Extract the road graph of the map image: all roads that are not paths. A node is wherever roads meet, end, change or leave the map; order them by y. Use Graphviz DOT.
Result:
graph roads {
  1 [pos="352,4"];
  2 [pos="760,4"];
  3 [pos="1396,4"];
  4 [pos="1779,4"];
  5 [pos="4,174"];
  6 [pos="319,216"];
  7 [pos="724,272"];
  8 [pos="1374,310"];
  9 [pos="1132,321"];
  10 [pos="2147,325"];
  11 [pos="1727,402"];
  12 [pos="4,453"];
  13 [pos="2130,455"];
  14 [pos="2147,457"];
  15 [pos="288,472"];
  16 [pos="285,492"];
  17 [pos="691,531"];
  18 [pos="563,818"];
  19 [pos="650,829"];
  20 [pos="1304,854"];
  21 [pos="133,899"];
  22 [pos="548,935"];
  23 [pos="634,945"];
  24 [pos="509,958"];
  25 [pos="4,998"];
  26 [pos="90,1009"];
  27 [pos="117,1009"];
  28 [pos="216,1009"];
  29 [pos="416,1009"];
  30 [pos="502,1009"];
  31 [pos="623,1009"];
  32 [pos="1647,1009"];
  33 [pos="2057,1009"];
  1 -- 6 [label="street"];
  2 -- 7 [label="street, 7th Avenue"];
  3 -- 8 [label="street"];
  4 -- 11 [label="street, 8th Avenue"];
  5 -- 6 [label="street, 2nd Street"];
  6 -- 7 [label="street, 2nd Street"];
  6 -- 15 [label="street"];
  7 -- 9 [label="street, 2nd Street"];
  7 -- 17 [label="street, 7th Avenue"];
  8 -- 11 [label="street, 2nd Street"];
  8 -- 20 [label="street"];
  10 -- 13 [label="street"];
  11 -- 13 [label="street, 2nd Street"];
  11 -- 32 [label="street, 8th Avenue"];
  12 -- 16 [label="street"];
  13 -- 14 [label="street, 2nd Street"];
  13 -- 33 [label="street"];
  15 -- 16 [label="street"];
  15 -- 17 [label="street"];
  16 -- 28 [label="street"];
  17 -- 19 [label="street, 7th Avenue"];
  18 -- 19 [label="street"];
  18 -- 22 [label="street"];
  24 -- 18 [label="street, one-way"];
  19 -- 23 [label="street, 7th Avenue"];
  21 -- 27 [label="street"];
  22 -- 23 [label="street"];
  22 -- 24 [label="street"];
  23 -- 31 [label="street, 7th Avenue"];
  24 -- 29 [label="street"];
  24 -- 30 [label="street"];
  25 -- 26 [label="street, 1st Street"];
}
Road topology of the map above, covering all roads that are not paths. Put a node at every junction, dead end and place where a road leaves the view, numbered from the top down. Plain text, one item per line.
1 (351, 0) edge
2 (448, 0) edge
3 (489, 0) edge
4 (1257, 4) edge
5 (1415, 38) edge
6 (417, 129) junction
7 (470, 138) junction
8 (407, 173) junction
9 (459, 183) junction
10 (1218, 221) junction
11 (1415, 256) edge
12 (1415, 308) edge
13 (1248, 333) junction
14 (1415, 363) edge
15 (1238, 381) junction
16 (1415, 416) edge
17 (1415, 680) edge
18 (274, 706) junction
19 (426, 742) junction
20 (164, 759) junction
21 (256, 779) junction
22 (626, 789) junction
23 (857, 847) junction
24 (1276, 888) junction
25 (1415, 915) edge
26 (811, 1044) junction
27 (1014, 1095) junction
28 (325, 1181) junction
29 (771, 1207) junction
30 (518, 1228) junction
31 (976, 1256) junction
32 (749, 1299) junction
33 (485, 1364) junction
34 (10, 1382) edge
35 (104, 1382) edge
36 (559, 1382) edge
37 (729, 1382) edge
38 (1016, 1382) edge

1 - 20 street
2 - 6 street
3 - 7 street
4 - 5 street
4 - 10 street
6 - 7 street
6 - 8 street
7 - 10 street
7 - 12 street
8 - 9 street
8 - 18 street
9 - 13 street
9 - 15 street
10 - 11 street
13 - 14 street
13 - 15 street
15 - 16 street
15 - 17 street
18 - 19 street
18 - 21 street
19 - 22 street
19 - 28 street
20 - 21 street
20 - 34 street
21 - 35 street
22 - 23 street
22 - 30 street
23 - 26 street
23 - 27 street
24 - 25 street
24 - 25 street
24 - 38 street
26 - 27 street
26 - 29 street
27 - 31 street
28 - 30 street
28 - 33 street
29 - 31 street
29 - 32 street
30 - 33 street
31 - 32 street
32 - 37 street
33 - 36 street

▬▬▬

Work request –
Each entry above should be repeated exactly, with no line left out.

The answer –
Extract the road graph of the map image: all roads that are not paths. A node is wherever roads meet, end, change or leave the map; order them by y. Use Graphviz DOT.
Result:
graph roads {
  1 [pos="352,4"];
  2 [pos="760,4"];
  3 [pos="1396,4"];
  4 [pos="1779,4"];
  5 [pos="4,174"];
  6 [pos="319,216"];
  7 [pos="724,272"];
  8 [pos="1374,310"];
  9 [pos="1132,321"];
  10 [pos="2147,325"];
  11 [pos="1727,402"];
  12 [pos="4,453"];
  13 [pos="2130,455"];
  14 [pos="2147,457"];
  15 [pos="288,472"];
  16 [pos="285,492"];
  17 [pos="691,531"];
  18 [pos="563,818"];
  19 [pos="650,829"];
  20 [pos="1304,854"];
  21 [pos="133,899"];
  22 [pos="548,935"];
  23 [pos="634,945"];
  24 [pos="509,958"];
  25 [pos="4,998"];
  26 [pos="90,1009"];
  27 [pos="117,1009"];
  28 [pos="216,1009"];
  29 [pos="416,1009"];
  30 [pos="502,1009"];
  31 [pos="623,1009"];
  32 [pos="1647,1009"];
  33 [pos="2057,1009"];
  1 -- 6 [label="street"];
  2 -- 7 [label="street, 7th Avenue"];
  3 -- 8 [label="street"];
  4 -- 11 [label="street, 8th Avenue"];
  5 -- 6 [label="street, 2nd Street"];
  6 -- 7 [label="street, 2nd Street"];
  6 -- 15 [label="street"];
  7 -- 9 [label="street, 2nd Street"];
  7 -- 17 [label="street, 7th Avenue"];
  8 -- 11 [label="street, 2nd Street"];
  8 -- 20 [label="street"];
  10 -- 13 [label="street"];
  11 -- 13 [label="street, 2nd Street"];
  11 -- 32 [label="street, 8th Avenue"];
  12 -- 16 [label="street"];
  13 -- 14 [label="street, 2nd Street"];
  13 -- 33 [label="street"];
  15 -- 16 [label="street"];
  15 -- 17 [label="street"];
  16 -- 28 [label="street"];
  17 -- 19 [label="street, 7th Avenue"];
  18 -- 19 [label="street"];
  18 -- 22 [label="street"];
  24 -- 18 [label="street, one-way"];
  19 -- 23 [label="street, 7th Avenue"];
  21 -- 27 [label="street"];
  22 -- 23 [label="street"];
  22 -- 24 [label="street"];
  23 -- 31 [label="street, 7th Avenue"];
  24 -- 29 [label="street"];
  24 -- 30 [label="street"];
  25 -- 26 [label="street, 1st Street"];
}
Road topology of the map above, covering all roads that are not paths. Put a node at every junction, dead end and place where a road leaves the view, numbered from the top down. Plain text, one item per line.
1 (351, 0) edge
2 (448, 0) edge
3 (489, 0) edge
4 (1257, 4) edge
5 (1415, 38) edge
6 (417, 129) junction
7 (470, 138) junction
8 (407, 173) junction
9 (459, 183) junction
10 (1218, 221) junction
11 (1415, 256) edge
12 (1415, 308) edge
13 (1248, 333) junction
14 (1415, 363) edge
15 (1238, 381) junction
16 (1415, 416) edge
17 (1415, 680) edge
18 (274, 706) junction
19 (426, 742) junction
20 (164, 759) junction
21 (256, 779) junction
22 (626, 789) junction
23 (857, 847) junction
24 (1276, 888) junction
25 (1415, 915) edge
26 (811, 1044) junction
27 (1014, 1095) junction
28 (325, 1181) junction
29 (771, 1207) junction
30 (518, 1228) junction
31 (976, 1256) junction
32 (749, 1299) junction
33 (485, 1364) junction
34 (10, 1382) edge
35 (104, 1382) edge
36 (559, 1382) edge
37 (729, 1382) edge
38 (1016, 1382) edge

1 - 20 street
2 - 6 street
3 - 7 street
4 - 5 street
4 - 10 street
6 - 7 street
6 - 8 street
7 - 10 street
7 - 12 street
8 - 9 street
8 - 18 street
9 - 13 street
9 - 15 street
10 - 11 street
13 - 14 street
13 - 15 street
15 - 16 street
15 - 17 street
18 - 19 street
18 - 21 street
19 - 22 street
19 - 28 street
20 - 21 street
20 - 34 street
21 - 35 street
22 - 23 street
22 - 30 street
23 - 26 street
23 - 27 street
24 - 25 street
24 - 25 street
24 - 38 street
26 - 27 street
26 - 29 street
27 - 31 street
28 - 30 street
28 - 33 street
29 - 31 street
29 - 32 street
30 - 33 street
31 - 32 street
32 - 37 street
33 - 36 street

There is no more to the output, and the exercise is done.